*AIM OF THE EXERCISE*
Work out how many lines of the data below hold the string "every". Answer with that number alone.

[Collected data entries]
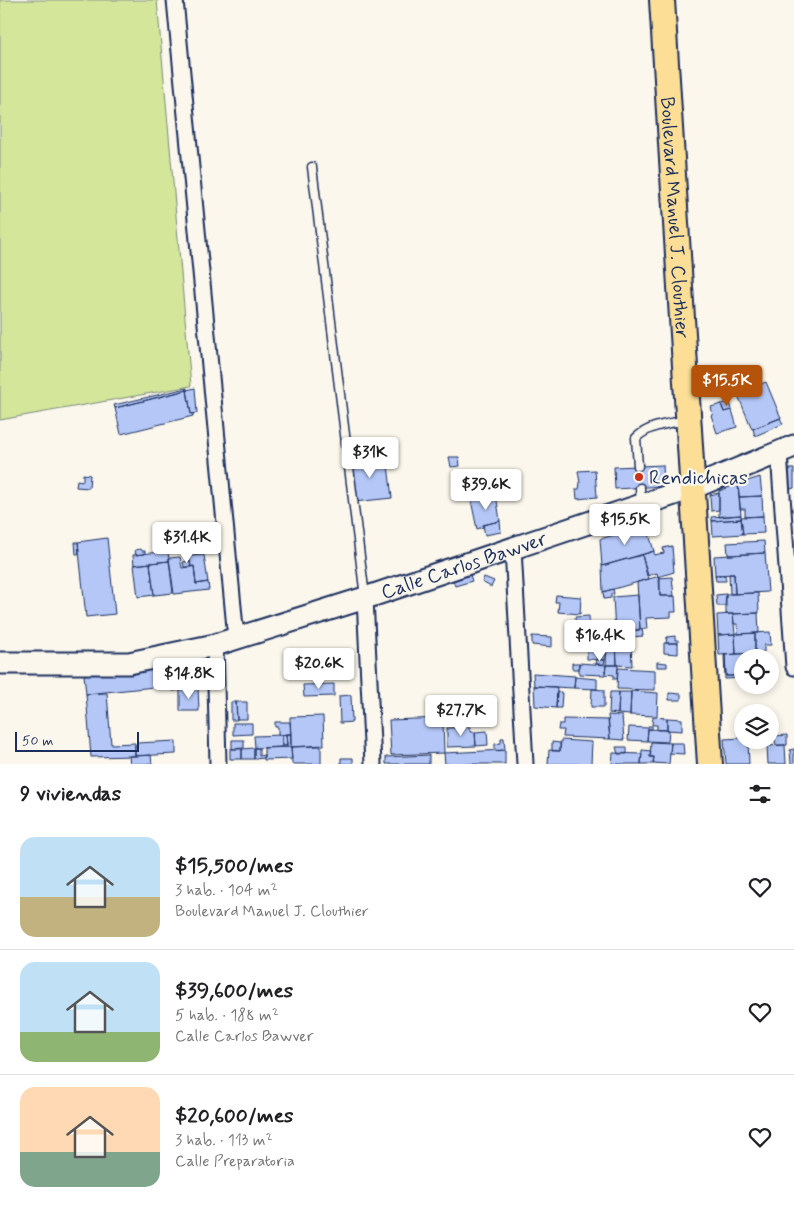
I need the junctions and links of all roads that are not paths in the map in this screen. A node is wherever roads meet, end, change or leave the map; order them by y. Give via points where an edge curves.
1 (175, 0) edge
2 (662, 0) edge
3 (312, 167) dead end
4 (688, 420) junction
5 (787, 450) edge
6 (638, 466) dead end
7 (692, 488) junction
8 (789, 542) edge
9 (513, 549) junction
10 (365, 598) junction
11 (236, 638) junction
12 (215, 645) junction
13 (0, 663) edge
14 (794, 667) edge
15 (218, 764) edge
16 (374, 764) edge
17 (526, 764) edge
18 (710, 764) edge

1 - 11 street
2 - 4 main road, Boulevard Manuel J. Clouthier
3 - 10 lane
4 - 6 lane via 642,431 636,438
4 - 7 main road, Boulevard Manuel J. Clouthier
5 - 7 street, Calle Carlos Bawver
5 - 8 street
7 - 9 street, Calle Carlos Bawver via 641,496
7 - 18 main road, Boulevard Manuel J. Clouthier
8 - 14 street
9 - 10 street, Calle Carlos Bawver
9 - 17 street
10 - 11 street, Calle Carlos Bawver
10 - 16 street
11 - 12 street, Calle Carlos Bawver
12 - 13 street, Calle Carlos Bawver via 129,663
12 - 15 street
--
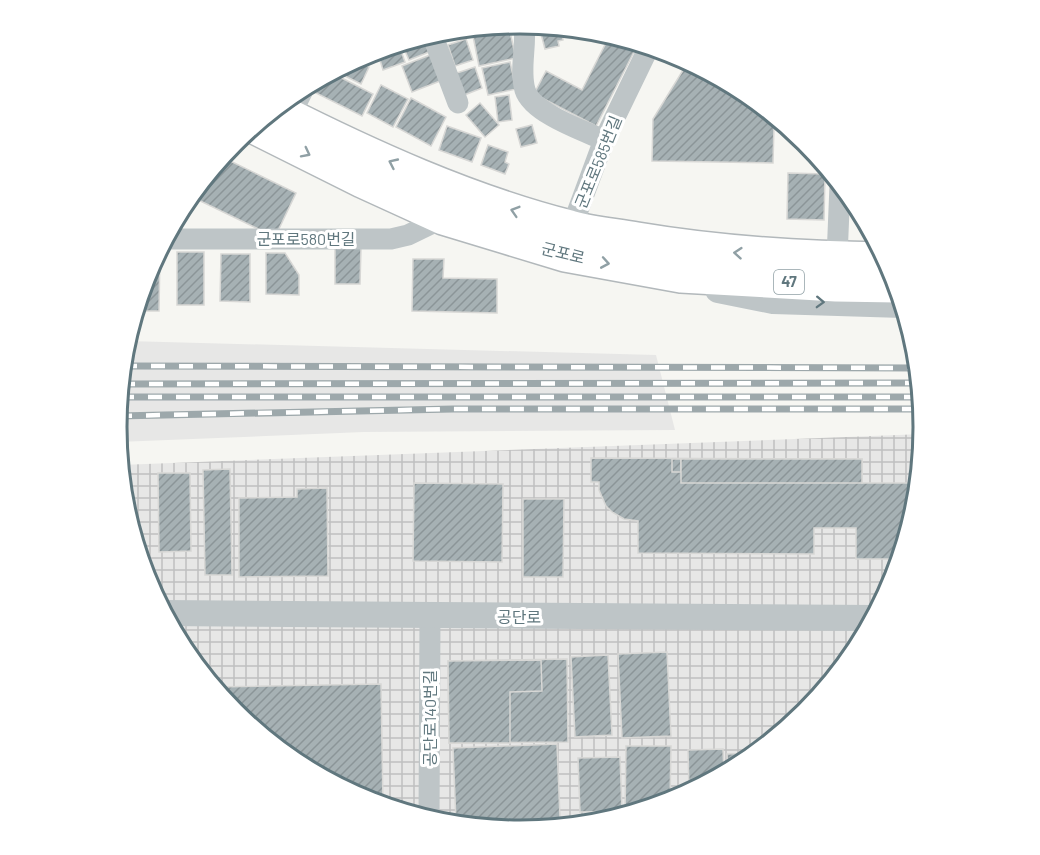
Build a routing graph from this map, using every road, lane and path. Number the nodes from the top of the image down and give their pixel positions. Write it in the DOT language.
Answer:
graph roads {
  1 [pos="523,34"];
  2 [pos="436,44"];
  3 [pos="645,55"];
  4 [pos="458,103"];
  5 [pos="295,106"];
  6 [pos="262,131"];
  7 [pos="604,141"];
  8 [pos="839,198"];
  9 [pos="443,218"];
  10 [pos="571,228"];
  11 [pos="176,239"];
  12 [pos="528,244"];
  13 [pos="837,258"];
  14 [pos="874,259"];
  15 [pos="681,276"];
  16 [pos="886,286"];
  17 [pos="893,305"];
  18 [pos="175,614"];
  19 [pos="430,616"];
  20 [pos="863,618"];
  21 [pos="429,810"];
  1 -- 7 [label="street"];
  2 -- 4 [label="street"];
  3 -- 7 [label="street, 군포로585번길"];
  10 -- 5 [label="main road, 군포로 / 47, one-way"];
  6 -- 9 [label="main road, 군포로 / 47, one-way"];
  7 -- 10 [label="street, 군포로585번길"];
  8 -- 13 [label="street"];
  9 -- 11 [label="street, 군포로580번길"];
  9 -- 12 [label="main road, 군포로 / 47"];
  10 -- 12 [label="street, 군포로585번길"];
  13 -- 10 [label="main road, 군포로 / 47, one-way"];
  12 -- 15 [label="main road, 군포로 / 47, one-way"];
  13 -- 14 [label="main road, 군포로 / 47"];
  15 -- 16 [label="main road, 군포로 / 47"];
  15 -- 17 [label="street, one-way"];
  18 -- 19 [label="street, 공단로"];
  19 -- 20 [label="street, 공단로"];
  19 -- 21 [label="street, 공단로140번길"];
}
--
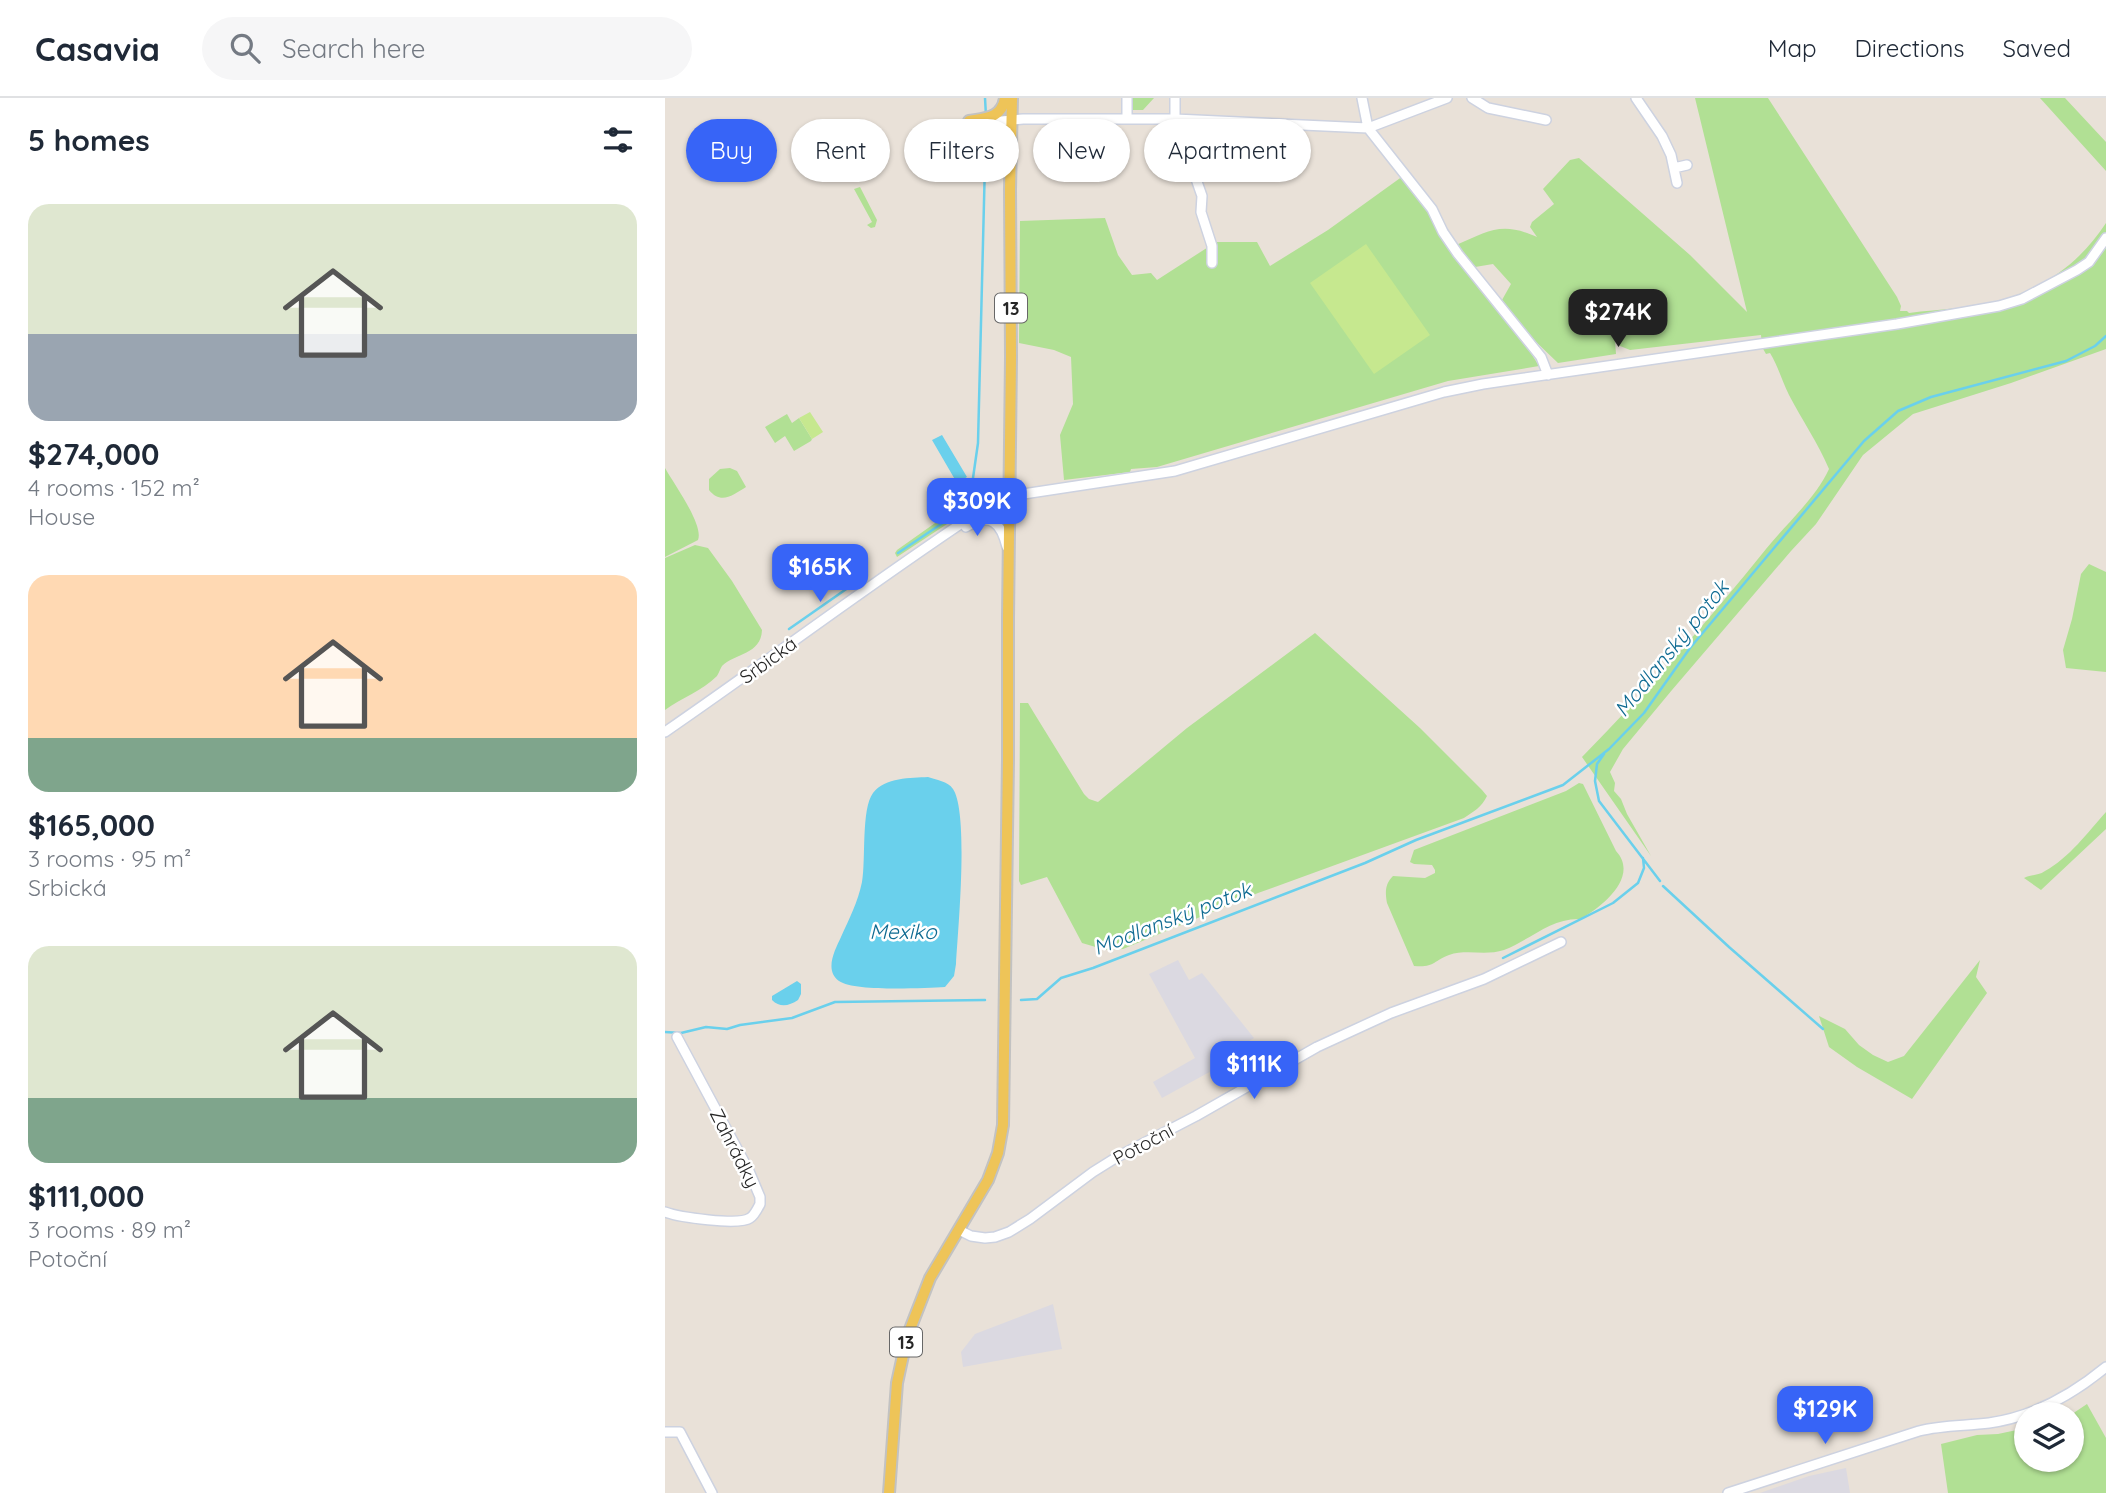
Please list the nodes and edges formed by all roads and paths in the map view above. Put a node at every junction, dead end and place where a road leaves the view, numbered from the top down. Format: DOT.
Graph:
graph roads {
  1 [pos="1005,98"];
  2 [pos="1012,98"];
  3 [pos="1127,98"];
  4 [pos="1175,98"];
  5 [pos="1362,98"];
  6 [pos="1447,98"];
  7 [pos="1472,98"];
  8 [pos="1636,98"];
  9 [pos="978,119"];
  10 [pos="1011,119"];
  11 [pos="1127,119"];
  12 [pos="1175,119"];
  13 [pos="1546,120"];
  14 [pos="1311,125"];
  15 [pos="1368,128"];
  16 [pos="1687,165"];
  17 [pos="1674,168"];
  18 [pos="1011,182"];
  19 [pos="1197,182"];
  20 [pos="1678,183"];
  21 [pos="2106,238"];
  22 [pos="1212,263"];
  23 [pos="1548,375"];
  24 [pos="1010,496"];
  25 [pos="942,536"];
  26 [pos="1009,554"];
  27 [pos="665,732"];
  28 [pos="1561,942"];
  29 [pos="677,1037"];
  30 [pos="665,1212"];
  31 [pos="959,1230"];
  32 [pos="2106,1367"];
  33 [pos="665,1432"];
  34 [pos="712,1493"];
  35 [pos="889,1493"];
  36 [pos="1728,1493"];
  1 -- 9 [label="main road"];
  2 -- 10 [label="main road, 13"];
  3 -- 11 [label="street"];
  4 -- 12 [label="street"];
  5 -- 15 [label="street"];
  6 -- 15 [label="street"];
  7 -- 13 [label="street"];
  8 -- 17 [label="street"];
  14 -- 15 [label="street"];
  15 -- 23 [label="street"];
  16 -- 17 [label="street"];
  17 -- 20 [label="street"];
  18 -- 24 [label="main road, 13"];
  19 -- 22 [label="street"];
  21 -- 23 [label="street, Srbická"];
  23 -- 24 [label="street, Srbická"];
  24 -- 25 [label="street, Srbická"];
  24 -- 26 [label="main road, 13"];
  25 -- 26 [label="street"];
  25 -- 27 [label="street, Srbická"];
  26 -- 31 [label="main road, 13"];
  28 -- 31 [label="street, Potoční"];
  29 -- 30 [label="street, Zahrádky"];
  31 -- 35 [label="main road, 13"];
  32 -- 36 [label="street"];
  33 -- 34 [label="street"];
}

*RESULT*
2